In previous years, he might have been saddled to the bench, but now he’s turned into a clutch shooter at the free-throw line. In those waning seconds, his attitude was much different, waiting for the opportunity to ward off the demons at the line.
“I just stood there and said, ‘Go ahead (and foul me),’” Drummond said.
With Griffin’s production dipping in recent weeks, including missing the past two games because of a sore left knee, Drummond has picked up more of the slack and is carrying more than his typical share of the scoring load.
“It shows our maturity as a team, that we don’t have to depend on just one guy. He does take a lot of the load for our team but we have a lot of guys who can contribute and help out on both ends of the floor.
It’s because of the hard work I put in and the trust the coaches have in me to give me the ball in certain positions and defensively making the right plays,” Drummond said. “It’s working out to stay on the floor late in games because I’m making free throws now too.
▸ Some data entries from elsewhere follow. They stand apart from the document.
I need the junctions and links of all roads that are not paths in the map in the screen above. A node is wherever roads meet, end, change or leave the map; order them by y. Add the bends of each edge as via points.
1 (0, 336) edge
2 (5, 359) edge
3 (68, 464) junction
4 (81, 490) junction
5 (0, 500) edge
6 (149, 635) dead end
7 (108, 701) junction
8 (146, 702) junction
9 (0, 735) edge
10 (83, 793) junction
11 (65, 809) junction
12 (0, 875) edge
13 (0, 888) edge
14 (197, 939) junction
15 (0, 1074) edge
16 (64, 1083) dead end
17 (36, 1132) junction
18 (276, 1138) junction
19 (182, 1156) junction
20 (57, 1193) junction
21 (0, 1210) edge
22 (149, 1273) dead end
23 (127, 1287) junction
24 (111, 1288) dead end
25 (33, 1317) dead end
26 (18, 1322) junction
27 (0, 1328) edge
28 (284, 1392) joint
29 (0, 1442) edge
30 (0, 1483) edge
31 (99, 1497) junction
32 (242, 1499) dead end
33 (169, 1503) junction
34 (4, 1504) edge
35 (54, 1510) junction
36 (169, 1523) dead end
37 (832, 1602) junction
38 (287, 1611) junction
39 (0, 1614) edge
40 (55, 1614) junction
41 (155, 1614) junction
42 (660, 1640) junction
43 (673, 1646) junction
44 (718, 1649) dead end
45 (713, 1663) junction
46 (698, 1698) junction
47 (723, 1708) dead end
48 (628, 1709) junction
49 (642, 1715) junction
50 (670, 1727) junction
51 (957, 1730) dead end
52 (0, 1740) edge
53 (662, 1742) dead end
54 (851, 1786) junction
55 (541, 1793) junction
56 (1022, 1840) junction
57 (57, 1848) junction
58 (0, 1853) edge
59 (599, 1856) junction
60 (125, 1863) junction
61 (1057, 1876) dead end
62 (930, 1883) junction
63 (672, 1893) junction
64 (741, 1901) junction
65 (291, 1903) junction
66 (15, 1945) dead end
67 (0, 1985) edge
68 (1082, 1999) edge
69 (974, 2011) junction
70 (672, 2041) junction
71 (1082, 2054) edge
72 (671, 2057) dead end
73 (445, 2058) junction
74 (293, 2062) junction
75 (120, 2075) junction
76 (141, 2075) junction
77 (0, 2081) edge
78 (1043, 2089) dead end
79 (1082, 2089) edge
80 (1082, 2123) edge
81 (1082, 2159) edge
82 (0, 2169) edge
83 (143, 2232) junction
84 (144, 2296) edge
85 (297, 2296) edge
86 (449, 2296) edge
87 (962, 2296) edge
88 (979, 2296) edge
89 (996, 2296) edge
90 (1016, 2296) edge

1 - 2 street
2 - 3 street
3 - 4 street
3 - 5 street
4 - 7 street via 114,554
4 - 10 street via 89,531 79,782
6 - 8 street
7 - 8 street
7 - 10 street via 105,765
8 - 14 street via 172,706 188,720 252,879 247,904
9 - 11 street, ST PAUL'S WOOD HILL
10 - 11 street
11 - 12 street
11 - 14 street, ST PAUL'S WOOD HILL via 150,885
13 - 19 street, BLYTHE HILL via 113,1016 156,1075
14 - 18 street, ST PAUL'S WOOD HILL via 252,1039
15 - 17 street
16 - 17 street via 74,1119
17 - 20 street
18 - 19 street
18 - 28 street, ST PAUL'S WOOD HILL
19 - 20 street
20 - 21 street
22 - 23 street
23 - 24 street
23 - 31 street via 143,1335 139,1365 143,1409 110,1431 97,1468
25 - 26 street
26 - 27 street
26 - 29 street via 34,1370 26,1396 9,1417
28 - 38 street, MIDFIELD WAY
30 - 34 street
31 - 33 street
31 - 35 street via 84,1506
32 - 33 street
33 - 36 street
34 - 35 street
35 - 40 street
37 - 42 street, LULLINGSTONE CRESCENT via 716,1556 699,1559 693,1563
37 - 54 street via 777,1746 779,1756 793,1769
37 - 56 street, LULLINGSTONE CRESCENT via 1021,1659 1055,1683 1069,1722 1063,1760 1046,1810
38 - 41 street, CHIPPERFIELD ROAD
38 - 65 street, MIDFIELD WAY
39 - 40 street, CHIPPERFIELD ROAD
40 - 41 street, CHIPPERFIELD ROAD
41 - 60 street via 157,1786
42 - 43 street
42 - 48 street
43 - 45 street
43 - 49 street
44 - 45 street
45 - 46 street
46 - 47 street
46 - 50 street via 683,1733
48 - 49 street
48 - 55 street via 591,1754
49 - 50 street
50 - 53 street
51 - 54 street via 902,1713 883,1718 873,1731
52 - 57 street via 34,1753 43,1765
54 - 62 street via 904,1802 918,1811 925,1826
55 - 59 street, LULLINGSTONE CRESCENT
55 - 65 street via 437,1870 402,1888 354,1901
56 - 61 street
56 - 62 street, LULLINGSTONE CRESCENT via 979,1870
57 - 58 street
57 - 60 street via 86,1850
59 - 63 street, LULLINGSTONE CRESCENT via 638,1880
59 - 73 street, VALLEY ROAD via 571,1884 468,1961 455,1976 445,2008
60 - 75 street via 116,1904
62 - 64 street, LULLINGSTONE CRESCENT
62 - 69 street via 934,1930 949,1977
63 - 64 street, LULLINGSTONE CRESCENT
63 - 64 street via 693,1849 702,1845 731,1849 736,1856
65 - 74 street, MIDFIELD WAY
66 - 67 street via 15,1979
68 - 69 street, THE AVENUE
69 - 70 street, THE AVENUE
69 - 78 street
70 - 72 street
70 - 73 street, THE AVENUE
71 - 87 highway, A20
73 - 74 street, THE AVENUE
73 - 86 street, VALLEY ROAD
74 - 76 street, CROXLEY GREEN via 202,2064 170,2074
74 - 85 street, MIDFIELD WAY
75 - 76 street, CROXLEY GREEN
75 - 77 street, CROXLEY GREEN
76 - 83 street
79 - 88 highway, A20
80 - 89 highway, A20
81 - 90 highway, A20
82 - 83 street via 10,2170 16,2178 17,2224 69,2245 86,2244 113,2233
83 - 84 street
All in all, I’m just playing great.”
Pistons vs. Pacers
Tip-off: 7 Wednesday, Little Caesars Arena
Outlook: Despite their loss to the Pacers on Monday, the Pistons (39-38) are in sixth place and inching closer to clinching a playoff spot. Blake Griffin (sore left knee) is questionable and Luke Kennard (sore right foot) is doubtful. The Pacers (46-32) are jockeying with the Celtics for fourth place and home-court advantage in the playoffs.